Un nudo en el pecho interrumpe mi evocación con un fuerte remordimiento: nunca le dije todo lo que lo admiraba. Es más, lo único que le trasmití fue cierta vergüenza por su incapacidad. Sí, no se puede creer, pero cuando me buscaba en el colegio, sus movimientos torpes y su bastón blanco me molestaban frente a mis otros compañeros. Siento ahora ganas de abrazarlo, de pedirle perdón. De decirle que mis enojos, malas contestaciones, eran porque estaba creciendo: yo también luchaba por dominar mi cuerpo ante el rápido desarrollo de mis pies y de mis manos.

Lo que más me molesta de una reunión, decía, es que no puedo elegir con quien estar. A pesar de esa dificultad, siempre era el centro, pues era un gran seductor. Bastaba decirle el nombre que él recitaba un acróstico. Tenía un don especial que atraía a todos, más a las mujeres. Recuerdo una secretaria que vino a mi estudio con su recomendación: sólo lo había ayudado a cruzar la calle.
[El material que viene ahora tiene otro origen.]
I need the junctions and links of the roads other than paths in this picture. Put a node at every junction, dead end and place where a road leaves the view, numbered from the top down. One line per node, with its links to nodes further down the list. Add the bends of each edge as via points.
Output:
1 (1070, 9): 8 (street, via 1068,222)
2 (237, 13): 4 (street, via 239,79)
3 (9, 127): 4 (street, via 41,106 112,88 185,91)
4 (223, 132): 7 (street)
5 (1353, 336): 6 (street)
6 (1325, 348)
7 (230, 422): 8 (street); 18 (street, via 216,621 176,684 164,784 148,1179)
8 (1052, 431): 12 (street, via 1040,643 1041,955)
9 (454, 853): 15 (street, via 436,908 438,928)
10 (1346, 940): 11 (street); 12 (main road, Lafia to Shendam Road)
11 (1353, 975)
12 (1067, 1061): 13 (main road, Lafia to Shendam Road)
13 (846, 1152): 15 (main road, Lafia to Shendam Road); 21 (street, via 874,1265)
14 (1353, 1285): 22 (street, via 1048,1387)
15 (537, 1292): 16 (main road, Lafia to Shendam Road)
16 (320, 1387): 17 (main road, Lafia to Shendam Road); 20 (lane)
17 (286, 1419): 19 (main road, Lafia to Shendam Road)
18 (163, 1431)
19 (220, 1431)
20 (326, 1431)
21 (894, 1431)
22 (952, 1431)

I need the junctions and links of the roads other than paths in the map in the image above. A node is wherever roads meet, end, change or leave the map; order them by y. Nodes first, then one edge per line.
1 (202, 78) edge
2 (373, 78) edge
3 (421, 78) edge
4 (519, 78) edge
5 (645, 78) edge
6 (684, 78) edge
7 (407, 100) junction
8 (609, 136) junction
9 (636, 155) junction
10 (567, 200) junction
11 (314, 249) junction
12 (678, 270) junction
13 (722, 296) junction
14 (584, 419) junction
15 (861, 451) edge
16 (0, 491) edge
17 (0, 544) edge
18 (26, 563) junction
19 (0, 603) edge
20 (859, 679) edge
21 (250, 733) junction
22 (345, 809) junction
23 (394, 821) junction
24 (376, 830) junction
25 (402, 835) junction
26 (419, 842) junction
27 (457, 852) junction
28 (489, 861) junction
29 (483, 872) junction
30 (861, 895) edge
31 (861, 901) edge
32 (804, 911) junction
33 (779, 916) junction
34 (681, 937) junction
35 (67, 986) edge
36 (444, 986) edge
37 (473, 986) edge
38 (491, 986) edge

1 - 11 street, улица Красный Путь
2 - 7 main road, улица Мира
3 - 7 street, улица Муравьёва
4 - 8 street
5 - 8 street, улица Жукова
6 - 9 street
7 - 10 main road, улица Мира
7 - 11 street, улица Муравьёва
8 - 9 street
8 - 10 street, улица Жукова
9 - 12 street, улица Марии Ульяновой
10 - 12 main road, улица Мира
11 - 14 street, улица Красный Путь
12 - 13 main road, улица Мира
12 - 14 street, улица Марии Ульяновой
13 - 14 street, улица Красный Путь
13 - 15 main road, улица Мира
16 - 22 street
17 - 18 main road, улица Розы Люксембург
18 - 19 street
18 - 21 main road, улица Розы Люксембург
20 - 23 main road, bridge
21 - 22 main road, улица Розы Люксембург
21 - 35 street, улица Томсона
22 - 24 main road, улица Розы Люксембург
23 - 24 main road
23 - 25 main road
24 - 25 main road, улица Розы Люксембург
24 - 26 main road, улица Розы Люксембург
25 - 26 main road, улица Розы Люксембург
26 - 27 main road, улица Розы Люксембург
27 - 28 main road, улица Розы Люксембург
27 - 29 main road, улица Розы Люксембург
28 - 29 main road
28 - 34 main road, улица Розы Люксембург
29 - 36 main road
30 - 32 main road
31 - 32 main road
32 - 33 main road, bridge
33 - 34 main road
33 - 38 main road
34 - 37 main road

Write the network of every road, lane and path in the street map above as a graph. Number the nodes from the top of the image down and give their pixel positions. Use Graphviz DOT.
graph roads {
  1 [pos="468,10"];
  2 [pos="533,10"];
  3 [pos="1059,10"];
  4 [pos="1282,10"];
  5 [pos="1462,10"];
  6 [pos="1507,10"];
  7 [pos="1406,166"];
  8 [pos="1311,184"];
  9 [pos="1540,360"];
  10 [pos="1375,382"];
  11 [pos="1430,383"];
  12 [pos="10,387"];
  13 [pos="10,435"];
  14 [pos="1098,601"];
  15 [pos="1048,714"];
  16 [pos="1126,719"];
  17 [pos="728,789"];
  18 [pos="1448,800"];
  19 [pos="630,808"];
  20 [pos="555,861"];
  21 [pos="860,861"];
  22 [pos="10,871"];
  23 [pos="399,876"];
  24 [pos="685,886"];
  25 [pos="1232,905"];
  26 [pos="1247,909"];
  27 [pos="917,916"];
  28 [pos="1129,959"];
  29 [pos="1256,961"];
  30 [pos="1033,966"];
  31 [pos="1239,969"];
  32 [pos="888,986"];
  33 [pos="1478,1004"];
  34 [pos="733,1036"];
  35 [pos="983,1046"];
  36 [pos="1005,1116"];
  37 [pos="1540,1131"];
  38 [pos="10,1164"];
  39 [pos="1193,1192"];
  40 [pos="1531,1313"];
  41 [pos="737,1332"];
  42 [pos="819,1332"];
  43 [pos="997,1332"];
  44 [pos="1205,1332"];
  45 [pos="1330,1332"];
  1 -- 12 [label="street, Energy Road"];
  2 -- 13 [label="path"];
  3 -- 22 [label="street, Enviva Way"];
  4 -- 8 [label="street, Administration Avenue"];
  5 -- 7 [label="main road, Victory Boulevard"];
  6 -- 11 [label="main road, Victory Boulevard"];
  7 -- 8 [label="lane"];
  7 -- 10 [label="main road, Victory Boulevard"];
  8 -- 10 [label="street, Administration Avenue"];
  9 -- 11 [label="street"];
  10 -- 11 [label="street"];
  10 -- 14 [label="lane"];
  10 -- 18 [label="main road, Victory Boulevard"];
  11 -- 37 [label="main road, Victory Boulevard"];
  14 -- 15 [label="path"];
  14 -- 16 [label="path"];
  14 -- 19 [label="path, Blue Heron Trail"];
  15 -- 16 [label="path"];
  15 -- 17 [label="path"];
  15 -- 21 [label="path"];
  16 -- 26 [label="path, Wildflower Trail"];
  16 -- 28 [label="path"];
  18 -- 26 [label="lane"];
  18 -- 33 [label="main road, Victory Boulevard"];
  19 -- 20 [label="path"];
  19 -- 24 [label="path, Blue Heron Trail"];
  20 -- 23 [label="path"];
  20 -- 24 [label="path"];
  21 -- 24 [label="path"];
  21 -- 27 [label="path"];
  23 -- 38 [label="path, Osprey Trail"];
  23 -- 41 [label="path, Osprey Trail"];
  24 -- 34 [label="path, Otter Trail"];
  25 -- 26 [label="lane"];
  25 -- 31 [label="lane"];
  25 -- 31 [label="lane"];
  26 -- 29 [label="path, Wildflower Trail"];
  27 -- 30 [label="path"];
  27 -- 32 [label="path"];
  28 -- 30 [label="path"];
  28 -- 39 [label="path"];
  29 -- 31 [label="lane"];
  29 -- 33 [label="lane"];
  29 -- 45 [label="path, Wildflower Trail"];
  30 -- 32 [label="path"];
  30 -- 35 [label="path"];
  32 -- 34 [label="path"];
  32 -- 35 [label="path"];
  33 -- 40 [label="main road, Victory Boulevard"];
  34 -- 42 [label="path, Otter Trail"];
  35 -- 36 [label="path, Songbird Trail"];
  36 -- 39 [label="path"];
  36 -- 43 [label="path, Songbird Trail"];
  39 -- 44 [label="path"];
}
¡Cuantas cosas tengo para decirte! ¡Que buenas charlas tendríamos! Los padres deberían dejar cartas a los hijos para que las leyeran a medida que fueran creciendo. Imaginarse la situación en que se encontrarían a los 15, 25, 35 años, al momento de graduarse o casarse, en cada ciclo de su vida.

Hubiéramos escrito este libro juntos, nos habríamos reído de tus ocurrencias para ocultar tu ceguera, dejándome valorar tu riqueza interior y tu temple. No conocí a nadie que tenga tu fortaleza para afrontar las adversidades y dificultades de la vida y si además tengo en cuenta tu permanente buen humor, estoy seguro que no lo voy conocer porque no existe.

Este es pues mi homenaje a quien me enseñó todo en la vida, es mi tributo a vos papá.

Ojalá que me hayas entendido y puedas perdonarme. Te quiero, admiro y extraño cada día más.